Si el Barça esperaba hallar la lámpara para poder invocar al genio, lo que descubrió fue la oscuridad más absoluta en la noche del desierto. Encontró los barros movedizos y la tormenta de arena. Y sangró.
Con 2-0 en el marcador y la final encarrilada, los blancos quisieron jugar con la agonía del Barça. Cada contra de los de Ancelotti podía ser mortal y los madridistas se lanzaron a inflamar las heridas de su contrincante. Kroos en la contención y Bellingham en el despliegue atropellaron el ritmo trotón de Gündogan, a un Pedri de determinación liviana y a un De Jong que parecía del todo oxidado. Aunque, curiosamente, el Barça sacó el carácter y el orgullo en el momento de mayor desesperación. Supo hacer aflorar a verde lo último que le quedaba: la categoría. A través del balón y la asociación de sus centrocampistas fue arrinconando el Madrid en su área, se ordenó, respiró y presionó más arriba. Hasta que encontró a Lewandowski para volver a entrar en el partido.
Aunque la alegría fue un espejismo.
En cuanto el Real Madrid vio recortada su ventaja se adueñó del balón, llevó a su rival a la retirada y encontró un penalti que muchos discutirán pero que le devolvió la ventaja de dos goles. La jugada fue un fiel reflejo del partido y de la superioridad de los blancos en los primeros sesenta minutos del encuentro: cuando quisieron correr, corrieron. Cuando quisieron tener el balón también lo dominaron a su antojo.
El Barça quiso aglutinar el balón en el inicio de la segunda mitad, buscando retomar la fórmula que le había dado el gol pero nunca creó verdadero peligro. Un Pedri exhausto, un Sergi Roberto desubicado y un Ferran al que aún le dolía el poste que le negó el gol en la primera mitad fueron sustituidos por Joâo Félix, Fermín y Lamine Yamal para intentar revitalizar la circulación. El plan, si lo había, exigía desbordar a los laterales de Carletto para encontrar resquicios entre sus hombres pero sus cimientos no se movieron ni un milímetro.

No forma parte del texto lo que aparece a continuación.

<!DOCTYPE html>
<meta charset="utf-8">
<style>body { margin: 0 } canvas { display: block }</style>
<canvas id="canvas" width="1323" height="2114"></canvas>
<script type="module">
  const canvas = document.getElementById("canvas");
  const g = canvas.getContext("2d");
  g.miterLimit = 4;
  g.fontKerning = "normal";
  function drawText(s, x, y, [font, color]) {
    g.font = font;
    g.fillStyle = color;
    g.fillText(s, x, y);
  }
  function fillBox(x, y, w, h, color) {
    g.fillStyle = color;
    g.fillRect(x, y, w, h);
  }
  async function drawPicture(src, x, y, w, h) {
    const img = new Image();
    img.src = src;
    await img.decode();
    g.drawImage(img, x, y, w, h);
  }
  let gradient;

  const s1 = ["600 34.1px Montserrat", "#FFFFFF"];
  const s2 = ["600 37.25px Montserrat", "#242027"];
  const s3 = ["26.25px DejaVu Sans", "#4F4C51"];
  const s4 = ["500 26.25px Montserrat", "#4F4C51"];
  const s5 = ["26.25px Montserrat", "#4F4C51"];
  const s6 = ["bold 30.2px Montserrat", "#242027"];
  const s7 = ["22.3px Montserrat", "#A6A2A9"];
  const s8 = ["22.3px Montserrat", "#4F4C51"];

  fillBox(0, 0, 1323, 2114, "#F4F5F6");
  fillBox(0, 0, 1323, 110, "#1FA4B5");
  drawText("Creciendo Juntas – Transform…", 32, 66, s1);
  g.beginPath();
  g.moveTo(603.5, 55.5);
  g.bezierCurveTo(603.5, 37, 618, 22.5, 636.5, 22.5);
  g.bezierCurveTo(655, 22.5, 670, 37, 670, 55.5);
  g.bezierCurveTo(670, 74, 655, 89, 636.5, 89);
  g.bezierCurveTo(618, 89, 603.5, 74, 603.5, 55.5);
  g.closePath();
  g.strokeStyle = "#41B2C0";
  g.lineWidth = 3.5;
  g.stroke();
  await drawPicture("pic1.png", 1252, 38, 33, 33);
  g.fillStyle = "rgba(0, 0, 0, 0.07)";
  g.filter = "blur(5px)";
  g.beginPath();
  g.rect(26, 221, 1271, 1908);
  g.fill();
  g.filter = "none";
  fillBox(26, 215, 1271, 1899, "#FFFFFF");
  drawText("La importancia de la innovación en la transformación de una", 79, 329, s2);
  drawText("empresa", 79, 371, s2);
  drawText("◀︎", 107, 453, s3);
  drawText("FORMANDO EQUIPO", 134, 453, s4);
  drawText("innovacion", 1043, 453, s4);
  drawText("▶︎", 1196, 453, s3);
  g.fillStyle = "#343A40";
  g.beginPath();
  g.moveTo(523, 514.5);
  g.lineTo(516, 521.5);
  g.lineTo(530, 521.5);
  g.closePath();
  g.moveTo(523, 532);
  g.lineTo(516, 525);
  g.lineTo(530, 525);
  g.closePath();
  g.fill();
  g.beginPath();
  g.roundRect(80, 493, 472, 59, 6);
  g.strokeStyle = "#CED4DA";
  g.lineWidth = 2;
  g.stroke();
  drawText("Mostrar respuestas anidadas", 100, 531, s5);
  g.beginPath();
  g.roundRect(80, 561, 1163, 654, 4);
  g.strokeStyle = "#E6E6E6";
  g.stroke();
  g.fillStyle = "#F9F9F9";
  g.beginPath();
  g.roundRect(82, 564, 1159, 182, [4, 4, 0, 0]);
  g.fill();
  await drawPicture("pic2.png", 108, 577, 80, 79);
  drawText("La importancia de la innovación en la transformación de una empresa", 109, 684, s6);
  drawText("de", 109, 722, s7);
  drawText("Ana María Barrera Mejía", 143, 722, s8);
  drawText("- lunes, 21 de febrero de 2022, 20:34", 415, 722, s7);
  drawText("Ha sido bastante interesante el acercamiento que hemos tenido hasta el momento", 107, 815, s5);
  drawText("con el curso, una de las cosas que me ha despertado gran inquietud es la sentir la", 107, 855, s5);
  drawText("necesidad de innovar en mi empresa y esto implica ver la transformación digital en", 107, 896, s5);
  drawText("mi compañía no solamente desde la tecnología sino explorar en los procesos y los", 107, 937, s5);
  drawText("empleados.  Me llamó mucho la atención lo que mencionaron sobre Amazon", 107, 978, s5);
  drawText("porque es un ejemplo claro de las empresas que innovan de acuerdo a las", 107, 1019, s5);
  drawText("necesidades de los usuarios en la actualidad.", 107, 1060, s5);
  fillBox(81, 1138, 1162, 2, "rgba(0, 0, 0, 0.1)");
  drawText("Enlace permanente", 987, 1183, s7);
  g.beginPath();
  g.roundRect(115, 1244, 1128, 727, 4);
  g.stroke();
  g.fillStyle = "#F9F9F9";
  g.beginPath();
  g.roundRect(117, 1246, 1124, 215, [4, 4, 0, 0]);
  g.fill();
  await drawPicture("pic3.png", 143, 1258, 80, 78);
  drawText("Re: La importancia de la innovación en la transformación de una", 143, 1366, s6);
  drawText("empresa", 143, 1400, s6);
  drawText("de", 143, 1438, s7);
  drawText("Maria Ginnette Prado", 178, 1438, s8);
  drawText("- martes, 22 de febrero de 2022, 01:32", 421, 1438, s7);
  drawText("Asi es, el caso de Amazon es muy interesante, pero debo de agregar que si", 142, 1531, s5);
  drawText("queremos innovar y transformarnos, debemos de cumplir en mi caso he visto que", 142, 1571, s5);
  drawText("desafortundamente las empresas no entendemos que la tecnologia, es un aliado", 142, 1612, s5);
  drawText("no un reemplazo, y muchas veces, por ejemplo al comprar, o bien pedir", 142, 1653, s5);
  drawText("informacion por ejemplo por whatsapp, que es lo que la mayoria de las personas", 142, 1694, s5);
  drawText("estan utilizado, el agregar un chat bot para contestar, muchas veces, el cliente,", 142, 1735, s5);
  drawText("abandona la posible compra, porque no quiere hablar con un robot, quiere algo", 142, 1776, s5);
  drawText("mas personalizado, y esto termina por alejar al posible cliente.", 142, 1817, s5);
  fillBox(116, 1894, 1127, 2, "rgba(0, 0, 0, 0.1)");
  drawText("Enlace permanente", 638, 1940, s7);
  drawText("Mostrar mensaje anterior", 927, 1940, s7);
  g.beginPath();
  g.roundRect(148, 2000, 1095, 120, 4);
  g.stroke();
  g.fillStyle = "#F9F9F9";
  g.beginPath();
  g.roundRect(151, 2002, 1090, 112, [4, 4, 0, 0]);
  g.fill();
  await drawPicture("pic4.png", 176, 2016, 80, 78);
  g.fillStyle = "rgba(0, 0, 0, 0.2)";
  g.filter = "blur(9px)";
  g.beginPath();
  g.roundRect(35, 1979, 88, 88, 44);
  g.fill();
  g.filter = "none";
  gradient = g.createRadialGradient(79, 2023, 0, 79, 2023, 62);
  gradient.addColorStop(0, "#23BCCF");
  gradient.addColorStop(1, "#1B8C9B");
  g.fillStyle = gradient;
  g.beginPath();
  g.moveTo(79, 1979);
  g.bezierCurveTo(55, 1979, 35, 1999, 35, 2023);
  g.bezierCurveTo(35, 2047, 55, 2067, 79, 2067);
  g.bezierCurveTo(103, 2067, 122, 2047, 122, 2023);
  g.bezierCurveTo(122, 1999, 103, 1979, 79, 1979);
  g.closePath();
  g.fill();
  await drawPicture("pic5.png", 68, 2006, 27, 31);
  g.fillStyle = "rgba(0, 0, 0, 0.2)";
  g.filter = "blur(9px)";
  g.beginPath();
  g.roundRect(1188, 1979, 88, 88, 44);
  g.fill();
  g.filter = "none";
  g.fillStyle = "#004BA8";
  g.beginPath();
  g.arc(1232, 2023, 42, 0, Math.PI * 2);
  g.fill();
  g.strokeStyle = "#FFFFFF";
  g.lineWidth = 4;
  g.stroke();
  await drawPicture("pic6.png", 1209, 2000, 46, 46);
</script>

Para ese entonces el Barcelona era un equipo quebrado, a expensas de las contras blancas. Los dos equipos estaban igual de cansados pero sólo uno de los dos estaba muerto. De nuevo Vinícius (extraordinario jugador, deportista cuestionable) comandó el ataque de los suyos para facilitarle a Rodrygo el premio. Los dos brasileños seguían en su parque de atracciones particular y Xavi, consciente que su equipo estaba siendo muy inferior, alargó la cara con el 4-1. La pesadilla de los culers se recrudecía. Ni tan siquiera podían recuperar el balón cada vez que el Madrid se lo escondía, dejando a relucir todas las carencias de un equipo con mucha calidad individual, que ha gastado mucho gracias a los malabarismos financieros pero que vive absolutamente falto de automatismos. Que parece haber perdido la competitividad y lo que pudiera quedar del ADN del que habló su entrenador en la previa.
El ritmo, la tensión la cordura y el convencimiento futbolístico fueron de los de Ancelotti de principio a fin y el castigo para los de Xavi fue grandilocuente. Pocos a excepción de los más jóvenes (Yamal, Fermín) sintieron el desgarro del orgullo herido y se rebelaron.
Es una derrota infinitamente más dolorosa que la de Montjuïc. Por el resultado, por las formas y por la sensación de no haber estado a la altura del rival en ningún momento. Quizás sea el final de un entrenador el equipo del cual se encuentra en plena involución en su segundo año. ¿Estarán las consecuencias del desastre a la altura de su magnitud?